BLM hears pleas for retaining protections on D-1 lands
Indigenous residents of the Bering Strait region who attended a meeting with the U.S. Bureau of Land Management in Nome last week sent a clear message to the agency: They want to keep federal protections on so-called “D-1 lands,” fearing the consequences of state management and new opportunities for resource extraction.
On Thursday night at the Mini Convention Center, representatives from BLM answered questions and collected testimony about D-1 lands that could soon have their protections revoked.
“We find ourselves constantly at odds with our state government, and I don’t think that removing these protections right now in this area at this time would do anything but put us more at risk,” Melanie Bahnke, president and CEO of Kawerak, said during the public comment period.
Kawerak has already joined the Association of Village Council Presidents and the Tanana Chiefs Conference in formally asking BLM to retain protections on D-1 lands. But Bahnke said she wanted to offer additional comments that were more specific to the Bering Strait region.
“You can’t just look at these lands in isolation,” Bahnke said, citing a long list of other pressures facing the region: increased shipping, climate change, declining fish, difficulties hunting caribou, a housing crisis, and the threat of new socioeconomic pressures from an expanded port in Nome and from large-scale resource development like Graphite One’s proposed mine.
“I don’t know that your environmental impact statement looks at things holistically,” Bahnke said. “It’s looking at what possibly could happen on these very specific points on the map if the restrictions are lifted, but I encourage BLM to look at more holistically all of the challenges that we’re facing.”
Back in December, BLM released a nearly 400-page draft of an environmental impact statement, or EIS, that outlines the potential effects of taking away protections on D-1 lands in Alaska.
As Emily Murray of Elim said in her testimony, “You have to almost become a lawyer to look at deciphering what’s in it, and how can we as Native people, Indigenous people respond to such a thick document?”
D-1 lands were reserved under section 17(d)(1) of the Alaska Native Claims Settlement Act of 1971. They were meant to fulfill future claims by Native corporations and the state, but they were never turned over.
The Trump administration had advanced a plan to lift D-1 protections. But the Biden administration halted that plan and began a process to study its potential impacts. The draft is meant to guide U.S. Secretary of the Interior Deb Haaland in her decision about whether to lift the D-1 protections; the public comment period on that draft will close on Feb. 14. Comments can be submitted by mail or online, but BLM has also been traveling around the state to collect public input. After the meeting in Nome, the group was set to go to Unalakleet.
The draft EIS puts forth four possible options for the 28 million acres in question across the state. Put simply, Alternative A would retain all D-1 protections, and Alternative D would lift all D-1 protections, while Alternatives B and C would see some protections retained and others lifted.

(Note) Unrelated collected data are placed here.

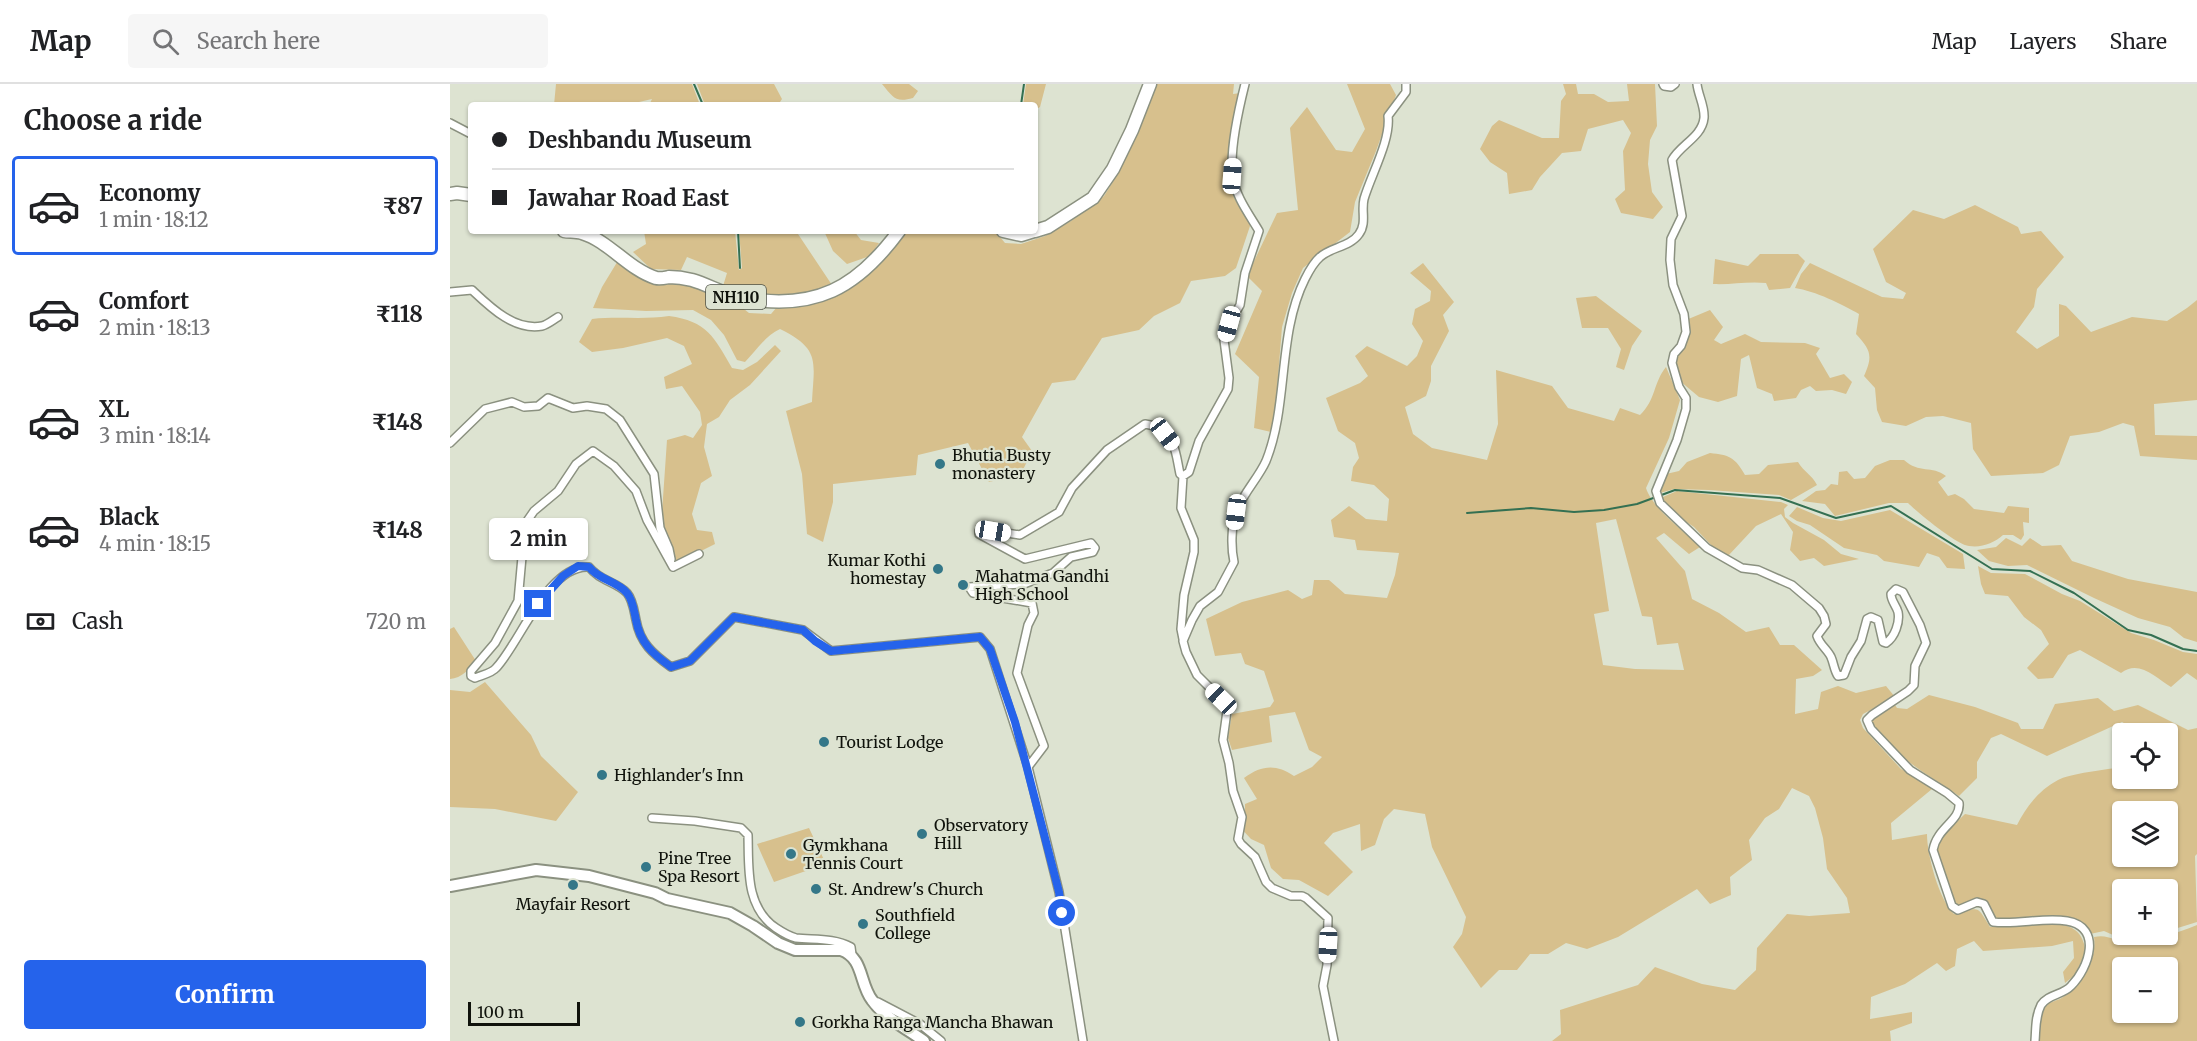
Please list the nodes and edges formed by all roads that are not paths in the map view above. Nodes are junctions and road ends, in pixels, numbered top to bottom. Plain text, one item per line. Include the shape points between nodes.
1 (1150, 84) edge
2 (1245, 84) edge
3 (1406, 84) edge
4 (1663, 84) edge
5 (1675, 84) edge
6 (1697, 84) edge
7 (450, 123) edge
8 (468, 132) edge
9 (450, 194) edge
10 (468, 195) edge
11 (1038, 230) edge
12 (897, 234) edge
13 (591, 235) edge
14 (450, 292) edge
15 (558, 317) dead end
16 (450, 443) edge
17 (1183, 476) junction
18 (699, 554) dead end
19 (673, 567) junction
20 (1184, 641) junction
21 (1028, 767) junction
22 (652, 818) dead end
23 (450, 886) edge
24 (852, 955) junction
25 (870, 998) junction
26 (924, 1041) edge
27 (941, 1041) edge
28 (1083, 1041) edge
29 (1334, 1041) edge
30 (2035, 1041) edge

1 - 11 highway via 1113,169 1093,198
2 - 17 street via 1232,176 1238,196 1259,231 1239,305 1224,340 1228,389 1199,441 1189,472
3 - 20 street via 1406,92 1388,116 1389,124 1365,197 1360,233 1349,243 1321,255 1296,297 1266,462 1236,512 1234,562 1218,592 1200,606
4 - 5 street
6 - 30 street via 1704,117 1702,127 1672,160 1682,216 1671,239 1670,260 1686,332 1672,363 1686,398 1686,409 1656,491 1660,503 1707,548 1742,568 1758,570 1792,585 1819,608 1826,624 1818,640 1831,657 1838,676 1847,672 1871,617 1878,620 1883,642 1892,639 1899,616 1891,594 1903,591 1926,643 1915,666 1914,685 1867,720 1900,761 1959,803 1960,810 1940,832 1933,850 1952,906 1958,910 1977,902 1984,904 1993,922 2076,923 2091,949 2079,978 2042,1005 2035,1023
7 - 8 street
9 - 10 highway
12 - 13 highway, NH110 via 856,278 831,294 804,301 744,299 685,278 657,279
14 - 15 street via 472,290 500,315 527,326 543,326
16 - 19 street via 485,409 513,402 524,407 538,406 548,398 573,408 606,409 620,420 654,474 660,528
17 - 20 street via 1180,508 1194,540 1183,606
17 - 21 street via 1174,444 1160,427 1145,424 1107,450 1072,488 1059,512 1020,535 978,531 1025,559 1091,543 1095,548 1093,552 1071,557 1053,573 1024,584 969,587 973,593 1032,603 1034,613 1017,673 1044,746
18 - 19 street
19 - 21 street via 636,491 614,466 593,451 576,464 558,491 525,524 518,601 471,676 476,678 495,670 538,604 563,576 578,566 589,567 595,575 627,592 647,648 671,667 690,661 734,617 803,630 831,651 980,637 990,649
20 - 29 street via 1197,675 1221,699 1227,711 1223,740 1242,817 1240,844 1255,857 1272,888 1306,898 1328,918 1323,986
21 - 28 street via 1059,892
22 - 24 street via 741,828 748,835 748,876 757,909 786,935 845,944
23 - 24 main road via 536,870 589,876 730,913 778,944 795,950 841,950
24 - 25 main road
25 - 26 main road
25 - 27 street via 920,1024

All seven commentors who gave testimony on Thursday advocated for Alternative A.
The lands that could lose protections include areas in the Darby Mountains, the Kigluiak Mountains and the upper Bendeleben Mountains.
Some of the D-1 lands are top-filed by the state, meaning they were claimed by the state but were unavailable at the time of their selection. If D-1 protections are lifted in those lands, the state could take over management. This could have implications for subsistence users in the region, as the state does not legally prioritize subsistence in the same way that the federal government does, as a few commenters noted in their testimony.
Murray, who is vice president of the Norton Bay Watershed Council, said that revoking the D-1 land withdrawals would severely impact the region’s subsistence economy.
“Alaska rural communities are predominantly engaged in a subsistence economy with a cash overlay,” Murray said. “Alaska Indigenous people hold a complex, innate connection to clean water, salmon, edible greens and berries and wildlife from both the land and ocean based on the sustainable economy.”
Others drew a connection between preserving these subsistence resources and the continuity of Alaska Native culture.
“As Alaskan Natives we rely on these lands to continue our way of life passed down generation to generation,” said Kerry Ahmasuk, who was born and raised in Nome. “I urge that we protect the D-1 lands and take no action.”
The revocation could open new lands to certain forms of mineral entry. For example, there are D-1 parcels adjacent to the state-owned area where Graphite One wants to build a mine north of Nome. Many of these parcels are top-filed by the state. A loss of D-1 protections could potentially open new areas for Graphite One to expand its operation.
While dozens of tribes have asked for the D-1 protections to be retained, Alaska’s two Republican U.S. Senators, Lisa Murkowski and Dan Sullivan, have advocated the opposite position. Last year, the senators reintroduced legislation intended to lift D-1 protections by codifying the Trump administration’s land orders.